Required action
Among the entries, which lines carry the string "that"? Copy each of them.

Recorded information
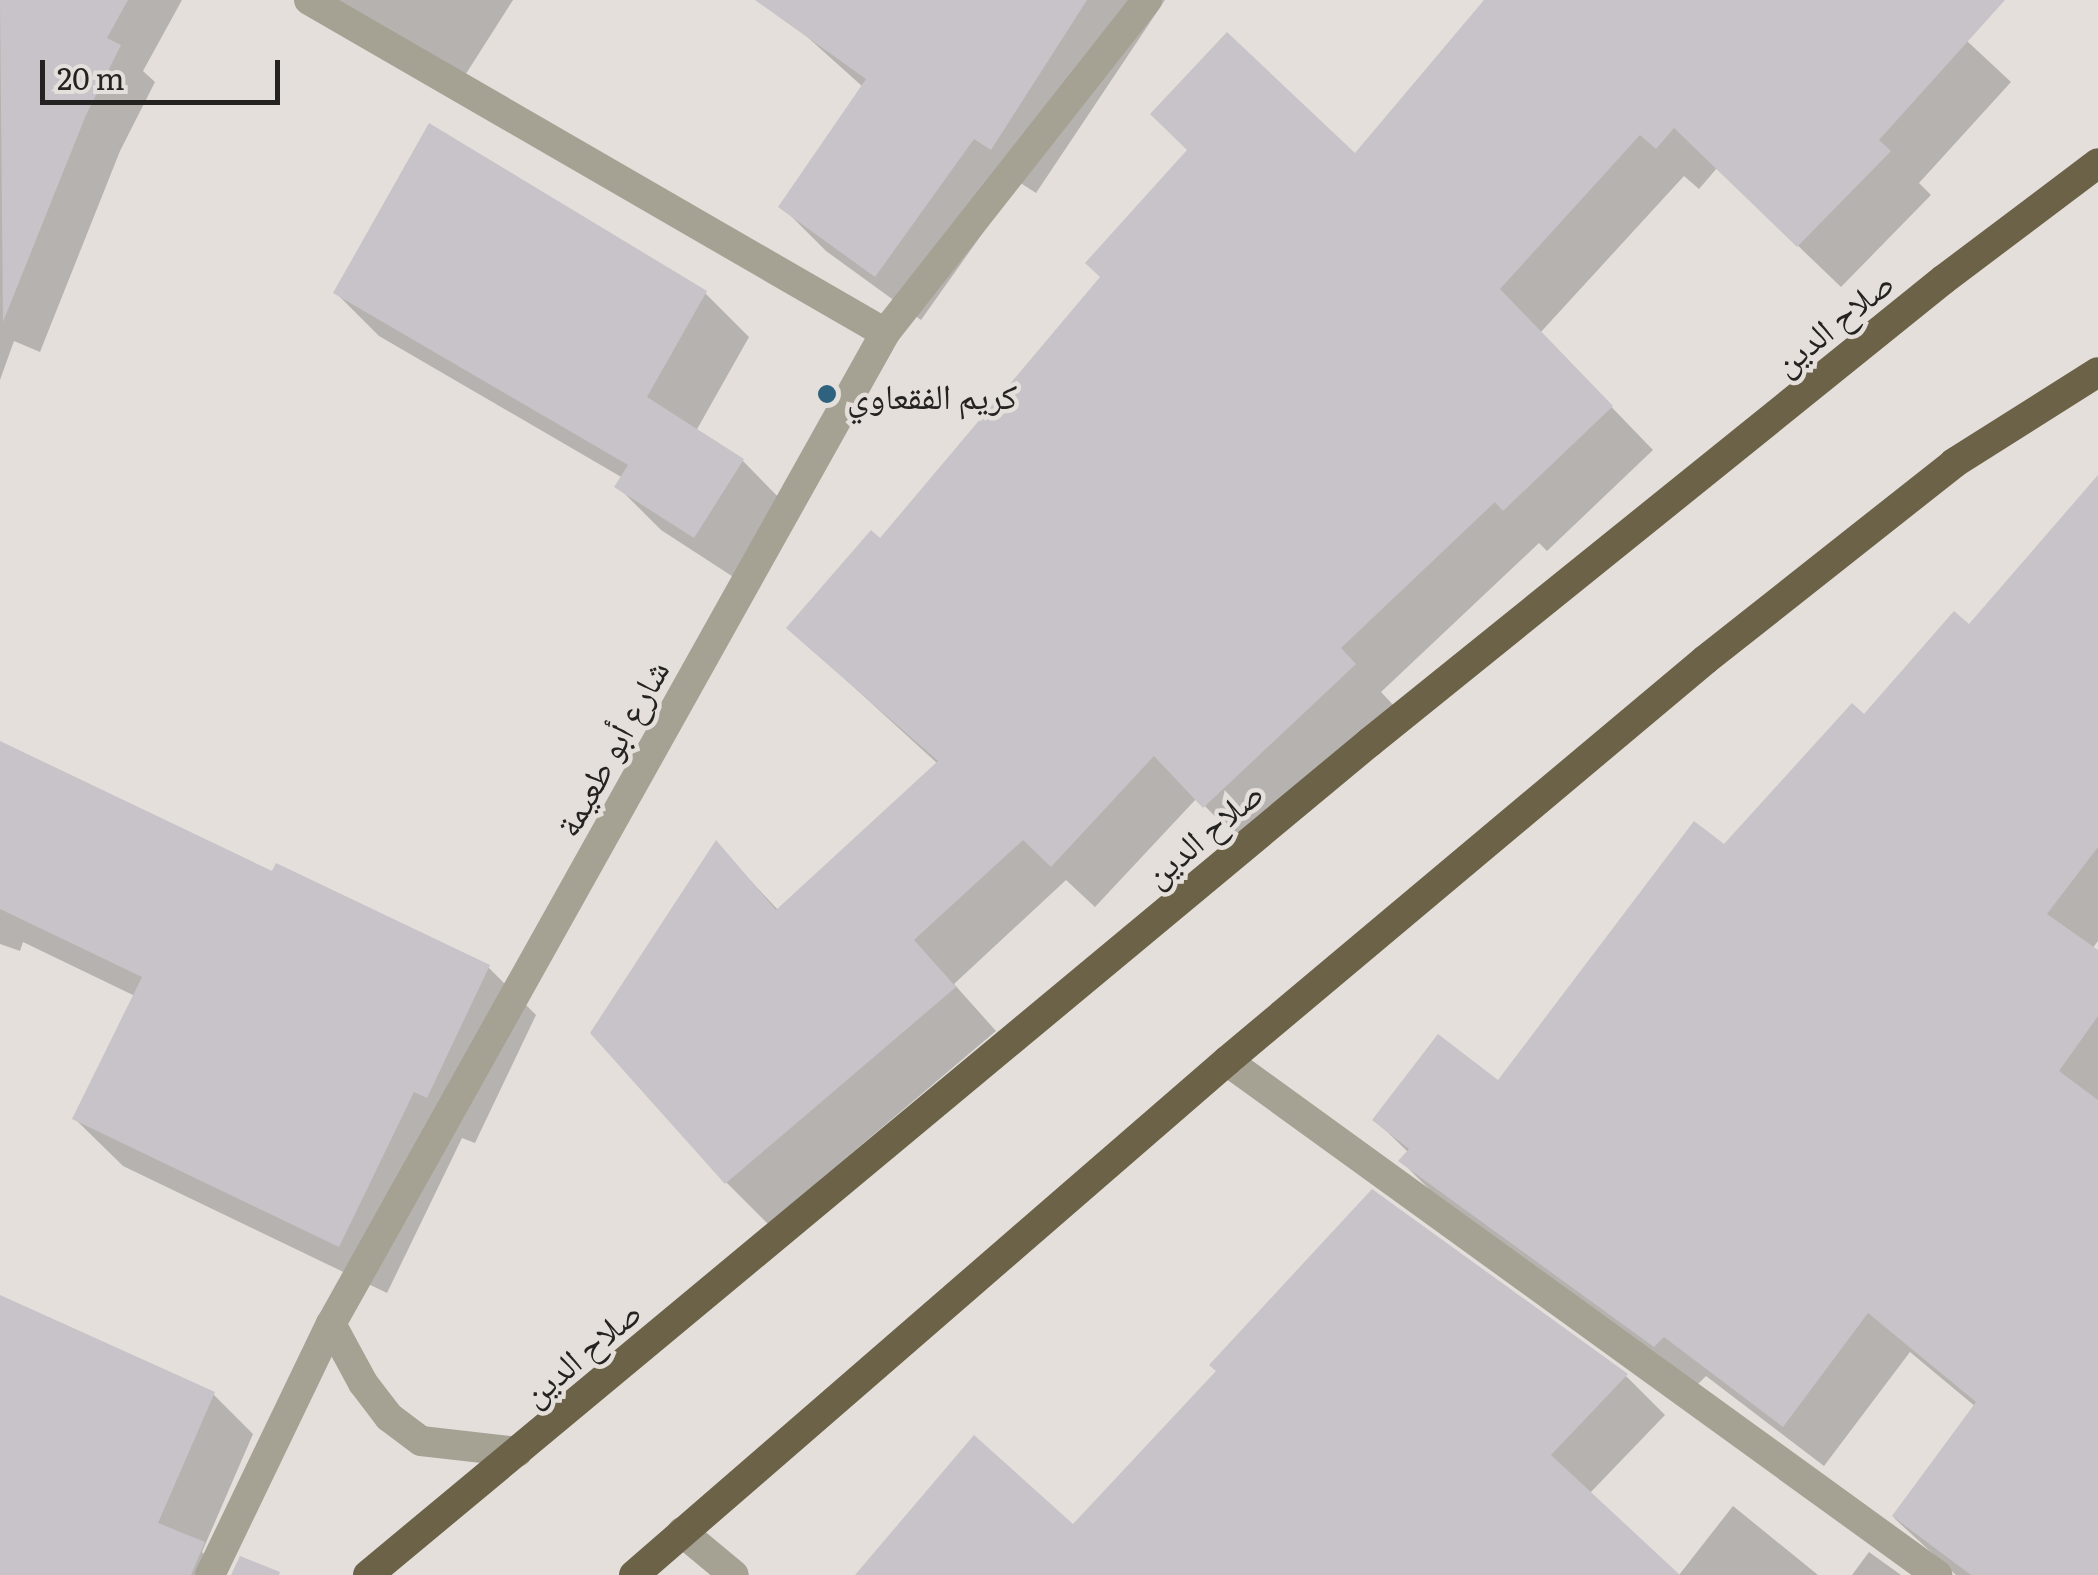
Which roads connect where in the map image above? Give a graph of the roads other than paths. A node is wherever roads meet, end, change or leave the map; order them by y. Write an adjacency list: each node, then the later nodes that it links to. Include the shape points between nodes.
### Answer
1 (309, 0): 4 (street)
2 (1147, 0): 4 (street, شارع أبو طعيمة)
3 (2098, 163): 8 (highway, صلاح الدين, via 1370,742)
4 (884, 334): 7 (street, شارع أبو طعيمة)
5 (2098, 372): 6 (highway, via 1954,463)
6 (1227, 1061): 9 (highway); 14 (street)
7 (330, 1324): 8 (street, via 363,1384 389,1417 421,1441); 10 (street, شارع أبو طعيمة)
8 (518, 1452): 11 (highway, صلاح الدين)
9 (682, 1532): 12 (highway); 13 (street)
10 (210, 1575)
11 (368, 1575)
12 (634, 1575)
13 (734, 1575)
14 (1937, 1575)

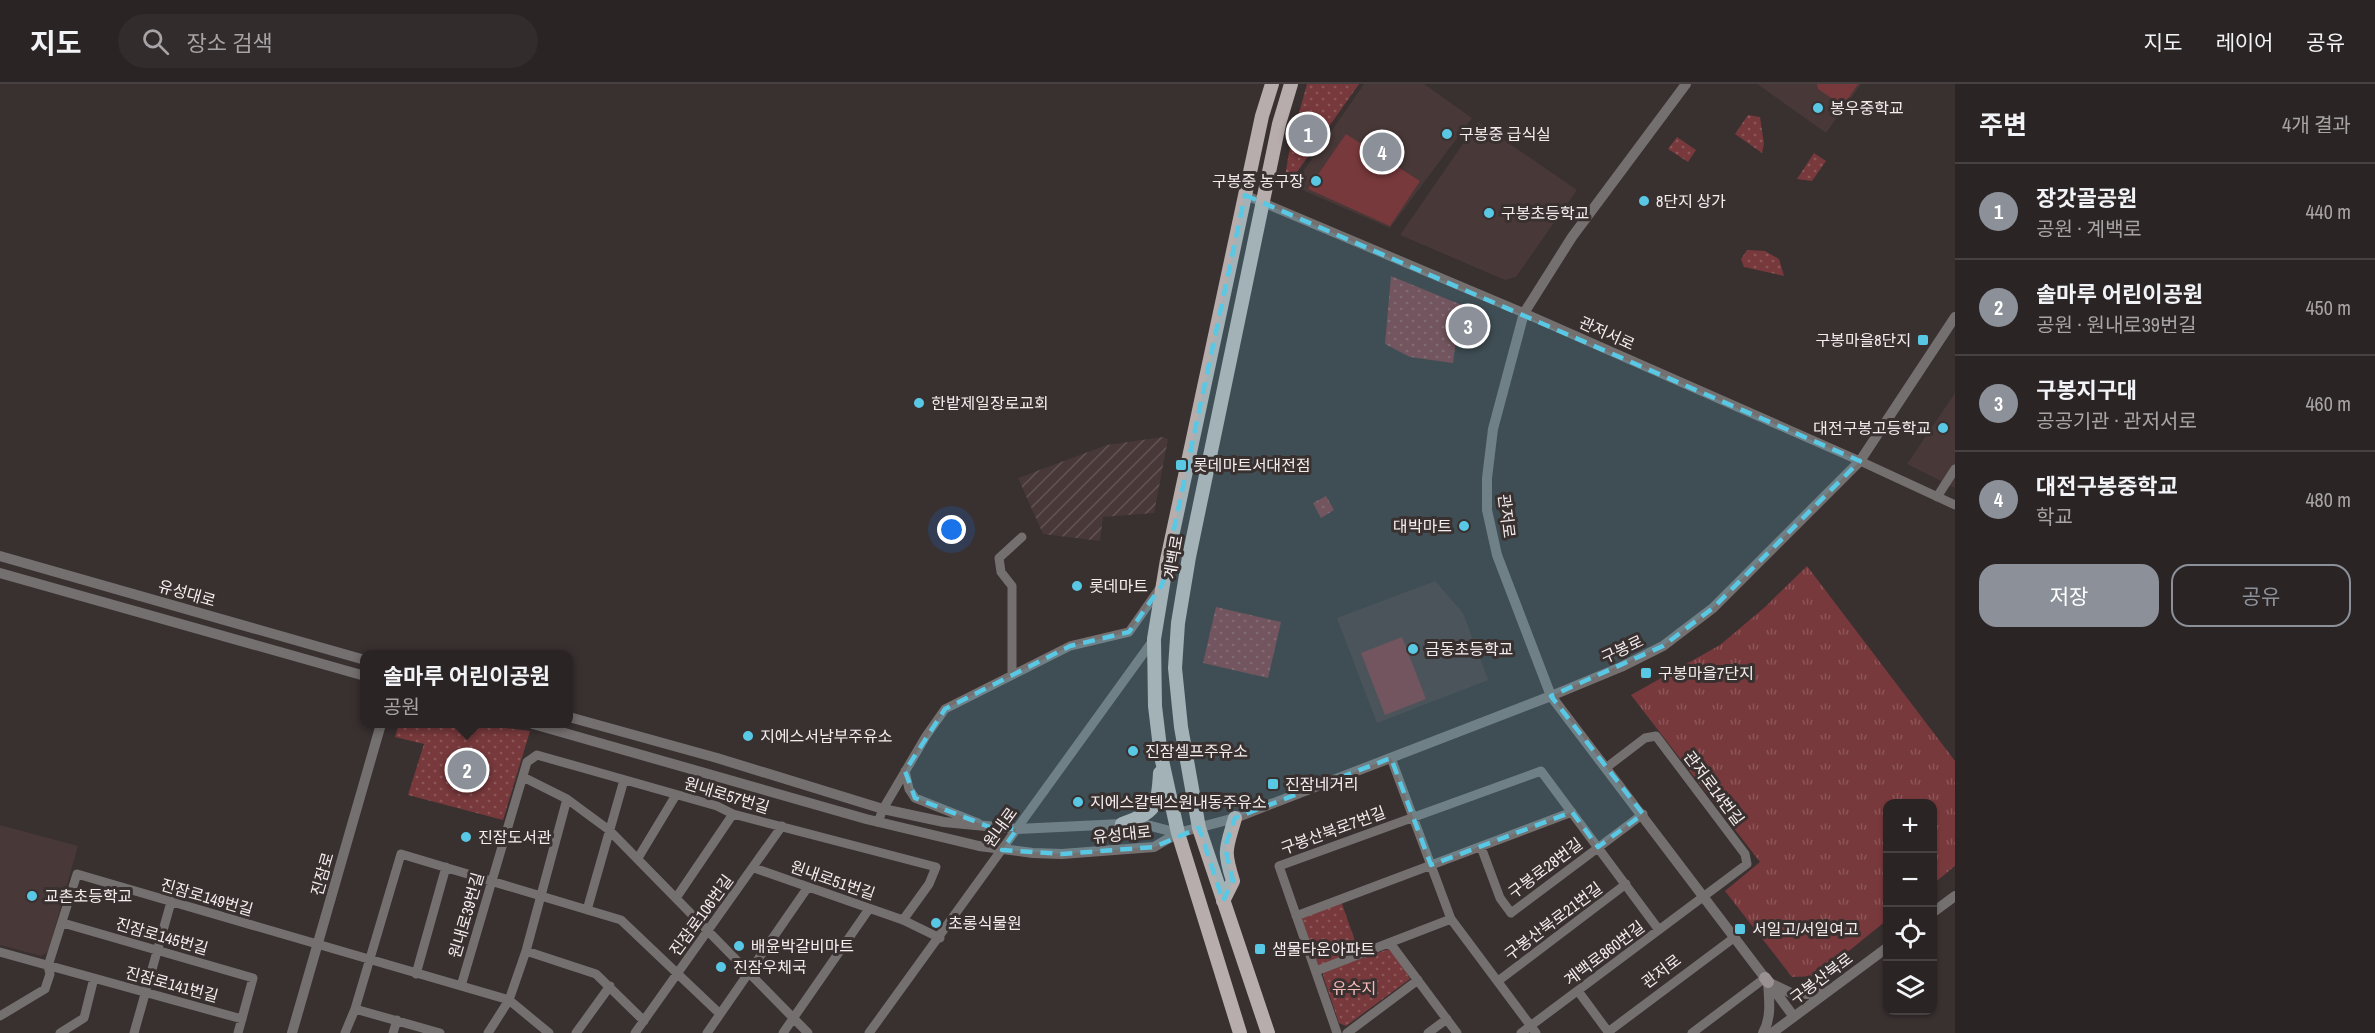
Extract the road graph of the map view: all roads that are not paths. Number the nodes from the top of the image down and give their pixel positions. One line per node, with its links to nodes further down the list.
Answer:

Response for this exercise
Which roads connect where in the map image above? Give a graph of the roads other than paths. A node is wherever roads meet, end, change or leave the map; order them by y. Write an adjacency list: each node, then the later nodes that it links to. Include the shape points between nodes.
Extract the road graph of the map view: all roads that are not paths. Number the nodes from the top of the image down and give their pixel positions. One line per node, with its links to nodes further down the list.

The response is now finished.